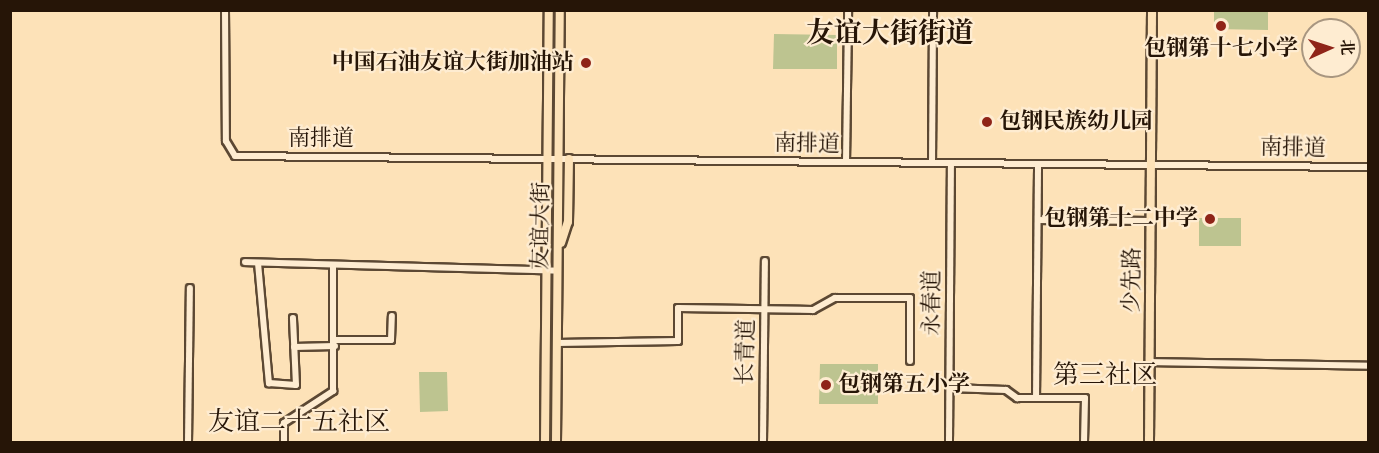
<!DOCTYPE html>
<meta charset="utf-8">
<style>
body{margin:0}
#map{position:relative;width:1379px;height:453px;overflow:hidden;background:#fde2b8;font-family:Cardo,"Noto Serif SC",serif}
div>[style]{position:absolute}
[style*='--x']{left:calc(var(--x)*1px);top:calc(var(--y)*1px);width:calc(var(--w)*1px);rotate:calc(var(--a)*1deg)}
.green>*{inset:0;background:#bdc490}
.roads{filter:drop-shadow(2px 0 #5c4833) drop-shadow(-2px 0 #5c4833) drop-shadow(0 2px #5c4833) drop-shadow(0 -2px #5c4833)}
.minor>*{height:6px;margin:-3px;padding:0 3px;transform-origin:3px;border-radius:3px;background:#feecd1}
.major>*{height:8px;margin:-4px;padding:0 4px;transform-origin:4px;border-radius:4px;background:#fde2b8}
.dots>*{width:16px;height:16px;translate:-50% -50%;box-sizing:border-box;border:3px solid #feecd1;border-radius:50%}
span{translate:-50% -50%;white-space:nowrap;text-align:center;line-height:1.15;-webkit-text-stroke:4.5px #feecd1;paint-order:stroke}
.poi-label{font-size:22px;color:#261507;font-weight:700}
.right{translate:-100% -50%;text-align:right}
.left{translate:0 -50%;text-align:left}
.street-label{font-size:22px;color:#261507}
.quarter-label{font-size:26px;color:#261507}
.district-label{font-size:28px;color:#261507;font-weight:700}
.frame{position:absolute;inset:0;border:12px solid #261507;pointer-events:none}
.north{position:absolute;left:1301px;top:18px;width:60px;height:60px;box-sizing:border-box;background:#feecd1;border:2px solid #a89680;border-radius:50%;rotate:87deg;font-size:16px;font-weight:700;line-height:24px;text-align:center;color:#261507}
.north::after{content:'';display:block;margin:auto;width:21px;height:27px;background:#8f2418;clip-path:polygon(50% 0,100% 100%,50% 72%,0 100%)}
</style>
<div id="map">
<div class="green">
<i style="clip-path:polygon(1214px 11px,1268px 11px,1268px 30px,1214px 29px)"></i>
<i style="clip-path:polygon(774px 34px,837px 35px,837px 69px,773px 69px)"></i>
<i style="clip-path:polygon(1199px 218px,1241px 218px,1241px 246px,1199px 246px)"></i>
<i style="clip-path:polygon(820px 364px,878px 364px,878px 404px,819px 404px)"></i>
<i style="clip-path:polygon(419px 372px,447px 372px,448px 411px,420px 412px)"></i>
</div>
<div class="roads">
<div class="minor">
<i style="--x:225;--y:10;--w:131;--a:89.6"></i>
<i style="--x:226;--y:141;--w:17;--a:59"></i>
<i style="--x:235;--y:156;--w:1133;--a:0.56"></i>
<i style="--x:846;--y:162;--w:152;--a:-89.2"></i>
<i style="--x:932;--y:163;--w:153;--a:-89.6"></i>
<i style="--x:1038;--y:220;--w:112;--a:0.5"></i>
<i style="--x:245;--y:262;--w:313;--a:1.6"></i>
<i style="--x:258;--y:263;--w:121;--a:84.8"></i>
<i style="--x:269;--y:383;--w:27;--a:4"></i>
<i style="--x:296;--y:385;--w:67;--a:-92.6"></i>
<i style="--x:335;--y:340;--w:56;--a:0"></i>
<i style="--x:391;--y:340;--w:24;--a:-88"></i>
<i style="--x:557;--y:343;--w:121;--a:-0.9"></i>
<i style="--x:678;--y:341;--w:33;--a:-90"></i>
<i style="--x:678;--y:308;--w:135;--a:0.8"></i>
<i style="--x:813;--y:310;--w:25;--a:-29"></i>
<i style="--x:835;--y:298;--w:75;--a:0"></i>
<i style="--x:910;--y:298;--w:63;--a:90"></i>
<i style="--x:294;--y:347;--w:41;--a:-1.4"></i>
<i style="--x:1149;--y:362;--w:219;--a:1"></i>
<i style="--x:950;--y:388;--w:56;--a:2"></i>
<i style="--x:1006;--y:390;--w:14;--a:36"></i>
<i style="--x:1017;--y:398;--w:68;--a:0"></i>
<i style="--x:1085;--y:398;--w:44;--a:91.3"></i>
<i style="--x:1036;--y:398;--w:234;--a:-89.5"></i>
<i style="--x:188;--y:442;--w:154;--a:-89.3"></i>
<i style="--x:284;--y:442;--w:19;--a:-90"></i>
<i style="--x:284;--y:423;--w:59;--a:-33.1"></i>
<i style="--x:333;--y:391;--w:125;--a:-90"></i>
<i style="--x:763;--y:442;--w:181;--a:-89.4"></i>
<i style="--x:949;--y:442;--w:279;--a:-89.6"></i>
</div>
<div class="major">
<i style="--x:561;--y:243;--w:22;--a:-72"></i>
<i style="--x:568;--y:222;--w:63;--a:-89.1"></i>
<i style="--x:545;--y:442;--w:432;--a:-89.5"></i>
<i style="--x:556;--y:442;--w:432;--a:-89.5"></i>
<i style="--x:1149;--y:442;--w:432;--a:-89.6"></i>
</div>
</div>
<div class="dots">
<i style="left:1221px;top:26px;background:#8f2418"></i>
<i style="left:586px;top:63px;background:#8f2418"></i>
<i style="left:987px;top:122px;background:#8f2418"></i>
<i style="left:1210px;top:219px;background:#8f2418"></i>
<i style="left:826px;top:385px;background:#8f2418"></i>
</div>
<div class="poi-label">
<span style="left:1221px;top:49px">包钢第十七小学</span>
<span class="right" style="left:574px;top:63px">中国石油友谊大街加油站</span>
<span class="left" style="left:999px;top:122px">包钢民族幼儿园</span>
<span class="right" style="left:1198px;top:219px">包钢第十二中学</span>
<span class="left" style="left:838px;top:385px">包钢第五小学</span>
</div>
<div class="street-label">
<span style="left:321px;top:139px">南排道</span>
<span style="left:807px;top:144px;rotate:1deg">南排道</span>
<span style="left:1293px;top:148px;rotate:1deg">南排道</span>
<span style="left:541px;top:226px;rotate:-89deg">友谊大街</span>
<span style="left:1132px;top:280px;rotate:-89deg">少先路</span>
<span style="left:932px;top:303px;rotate:-90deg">永春道</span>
<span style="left:746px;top:352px;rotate:-89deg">长青道</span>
</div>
<div class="quarter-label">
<span style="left:1105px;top:375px">第三社区</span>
<span style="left:299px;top:422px">友谊二十五社区</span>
</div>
<div class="district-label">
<span style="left:890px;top:33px">友谊大街街道</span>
</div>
<div class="frame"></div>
<div class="north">北</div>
</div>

_ _ _ _ _

Brief: Find the lines above with the word "roads". Copy them out.

Exercise response:
.roads{filter:drop-shadow(2px 0 #5c4833) drop-shadow(-2px 0 #5c4833) drop-shadow(0 2px #5c4833) drop-shadow(0 -2px #5c4833)}
<div class="roads">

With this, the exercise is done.